The NFB of Georgia held its fifth annual Black Tie/White Cane Appreciation Banquet, with Dr. Maurer, our national president, as the keynote speaker. The theme this year was Blind People Sharing the Responsibility, Sharing the Reward.

The NFB of Idaho, through its Treasure Valley Chapter, held its annual community recognition dinner (and silent auction) to honor several people who have helped in one way or another. Chapter president Dana Ard, Ramona Walhof, and Jan Gawith each presented awards during this fundraising event.

During the October Possibilities Fair for Seniors event held at the NFB Jernigan Institute in Baltimore, more than four hundred people heard President Maurer introduce Kristen Cox, Maryland's secretary of disabilities (cabinet-level position). Also pictured is John Paré, who served as the master of ceremonies during the fair.
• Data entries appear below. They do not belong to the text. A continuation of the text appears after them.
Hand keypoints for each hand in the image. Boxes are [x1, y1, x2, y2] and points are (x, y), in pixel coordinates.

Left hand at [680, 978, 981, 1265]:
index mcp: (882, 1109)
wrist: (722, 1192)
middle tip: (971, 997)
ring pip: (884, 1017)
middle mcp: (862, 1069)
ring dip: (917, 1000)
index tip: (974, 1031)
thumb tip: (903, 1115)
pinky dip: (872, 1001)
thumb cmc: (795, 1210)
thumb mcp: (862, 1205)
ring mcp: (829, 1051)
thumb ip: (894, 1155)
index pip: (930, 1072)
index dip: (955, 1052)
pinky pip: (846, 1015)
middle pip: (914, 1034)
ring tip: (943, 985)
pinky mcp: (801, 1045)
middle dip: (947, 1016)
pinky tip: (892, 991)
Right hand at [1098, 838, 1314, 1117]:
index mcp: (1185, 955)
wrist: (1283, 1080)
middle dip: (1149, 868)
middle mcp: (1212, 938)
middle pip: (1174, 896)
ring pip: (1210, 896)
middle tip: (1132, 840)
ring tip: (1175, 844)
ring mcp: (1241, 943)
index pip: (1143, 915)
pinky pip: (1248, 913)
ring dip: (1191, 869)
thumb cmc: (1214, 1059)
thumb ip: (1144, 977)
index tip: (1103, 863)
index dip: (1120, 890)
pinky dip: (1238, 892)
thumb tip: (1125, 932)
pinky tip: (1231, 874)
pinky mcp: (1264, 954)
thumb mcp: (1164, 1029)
Marion Gwizdala and the East Hillsborough Chapter of the NFB of Florida taught a number of drivers a costly lesson during a White Cane Safety Day awareness and enforcement activity. Many Florida drivers appear to have forgotten that traffic is required to stop for a blind pedestrian using a cane or dog while crossing a street. During this event chapter members set up a tent near a busy intersection to distribute information about blindness and the law. In just three hours one officer wrote a total of twelve violations: ten for violating the White Cane Law, one for violating the right-of-way of pedestrians, and one misdemeanor for driving without a license. Violating the White Cane Law in Florida results in three points and a $60 fine.

All in all, during our 2006 Meet the Blind Month, chapters and affiliates stepped up to the plate and hit home runs with both new and traditional activities. The members, chapters, and affiliates listed in this article only begin to recognize those who planned and participated in the many events. We congratulate and thank all who were involved and look forward to hearing about the types of activities your chapter will conduct in October 2007.